◆ Records from a data source
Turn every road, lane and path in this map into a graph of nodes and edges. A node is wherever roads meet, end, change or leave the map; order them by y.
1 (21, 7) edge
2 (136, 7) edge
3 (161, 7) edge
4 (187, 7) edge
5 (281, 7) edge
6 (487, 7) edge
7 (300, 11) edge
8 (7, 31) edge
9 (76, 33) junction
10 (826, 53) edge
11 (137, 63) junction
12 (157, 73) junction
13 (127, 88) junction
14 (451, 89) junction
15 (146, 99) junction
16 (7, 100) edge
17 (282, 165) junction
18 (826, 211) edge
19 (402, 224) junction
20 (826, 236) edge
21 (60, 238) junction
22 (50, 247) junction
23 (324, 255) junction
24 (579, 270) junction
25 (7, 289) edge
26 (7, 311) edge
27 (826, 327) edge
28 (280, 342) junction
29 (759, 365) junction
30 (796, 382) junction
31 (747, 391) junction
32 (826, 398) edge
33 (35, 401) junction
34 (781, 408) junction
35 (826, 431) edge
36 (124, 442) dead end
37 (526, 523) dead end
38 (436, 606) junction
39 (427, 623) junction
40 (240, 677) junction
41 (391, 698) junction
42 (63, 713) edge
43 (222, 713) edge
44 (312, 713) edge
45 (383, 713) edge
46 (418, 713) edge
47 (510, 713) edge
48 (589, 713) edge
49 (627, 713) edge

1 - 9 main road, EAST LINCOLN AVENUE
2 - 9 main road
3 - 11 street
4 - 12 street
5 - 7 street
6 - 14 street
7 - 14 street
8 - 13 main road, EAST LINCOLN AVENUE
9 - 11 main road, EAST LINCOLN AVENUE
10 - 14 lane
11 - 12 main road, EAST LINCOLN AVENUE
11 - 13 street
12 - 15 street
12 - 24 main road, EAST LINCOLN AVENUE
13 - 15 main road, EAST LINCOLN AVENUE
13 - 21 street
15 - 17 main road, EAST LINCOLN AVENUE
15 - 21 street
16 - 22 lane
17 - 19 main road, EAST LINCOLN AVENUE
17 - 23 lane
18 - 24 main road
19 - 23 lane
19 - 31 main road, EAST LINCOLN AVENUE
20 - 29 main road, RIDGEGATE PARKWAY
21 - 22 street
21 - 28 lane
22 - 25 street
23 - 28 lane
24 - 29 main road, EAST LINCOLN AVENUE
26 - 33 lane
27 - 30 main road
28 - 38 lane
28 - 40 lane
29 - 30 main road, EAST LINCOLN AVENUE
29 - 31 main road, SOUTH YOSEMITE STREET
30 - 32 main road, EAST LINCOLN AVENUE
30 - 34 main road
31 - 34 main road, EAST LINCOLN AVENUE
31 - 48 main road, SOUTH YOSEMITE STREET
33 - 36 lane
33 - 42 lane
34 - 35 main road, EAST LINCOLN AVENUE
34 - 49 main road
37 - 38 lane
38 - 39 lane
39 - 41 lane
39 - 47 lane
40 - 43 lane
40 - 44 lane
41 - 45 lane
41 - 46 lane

◆ Directions
Count the lines in the records above that contain the word "SOUTH", and give only the number.

◆ Response to this task
2